Anyone can get meningitis and it can crop up in unconnected individuals, but young people – such as those going to college or university – tend to be more at risk. As the UKHSA notes, that’s because they mix with lots of other young people who may be carrying the bacteria that cause meningitis.
“The bacteria are often carried harmlessly in the throat, especially among teenagers and young adults,” Alfahl.
These bacteria, which often colonise the nose and throat without causing disease, can be passed on through sneezing, coughing and kissing.
“University environments – halls of residence, parties, and large social networks – create conditions where the bacteria can spread more easily. That’s why vaccination programmes and rapid public-health responses often focus on students and young adults when clusters occur,” said Alfahl.

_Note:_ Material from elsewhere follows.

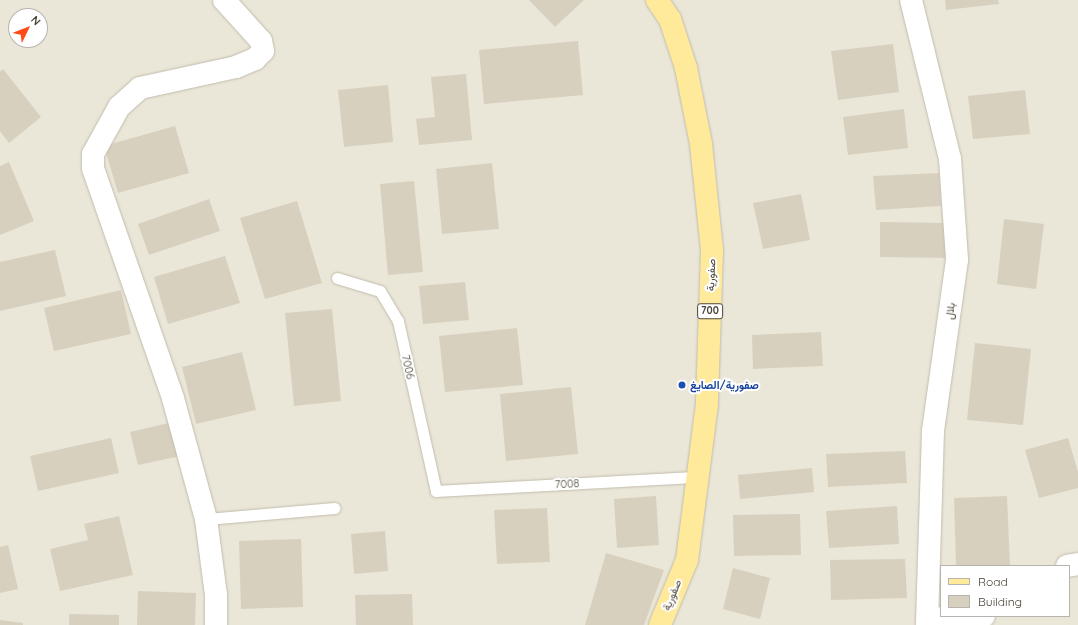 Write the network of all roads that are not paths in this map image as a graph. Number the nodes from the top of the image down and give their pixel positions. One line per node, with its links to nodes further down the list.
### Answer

According to the BBC, the outbreak is thought to be linked to a social event in Canterbury, which was attended by some of those who later became ill.
Trish Mannes, UKHSA regional deputy director for the south-east, added that students were particularly at risk of missing early symptoms of the disease because they could resemble a bad cold, flu or a hangover.
“That’s why it’s vital that, if a friend goes to bed unwell, you check on them regularly and don’t hesitate to seek medical help by contacting their GP or calling NHS 111 if they have these symptoms or you’re concerned about them. This could save their life,” she said.
What is being done to manage the situation?
Public health teams have already swung into action, with the UKHSA noting its specialists are interviewing affected individuals and their families to help identify all close contacts and arrange antibiotics to limit spread.
“Students and staff will understandably be feeling worried about the risk of further cases. However, we would like to reassure them that close contacts of cases have been given antibiotics as a precautionary measure,” said Mannes.
“Advice and support is being offered to the wider student community, and to local hospitals and NHS 111, and we’re monitoring the situation closely.”
UKHSA adds that anyone who thinks they, or someone they care for, could have meningitis, septicaemia or sepsis should call 999 or go to their nearest A&E.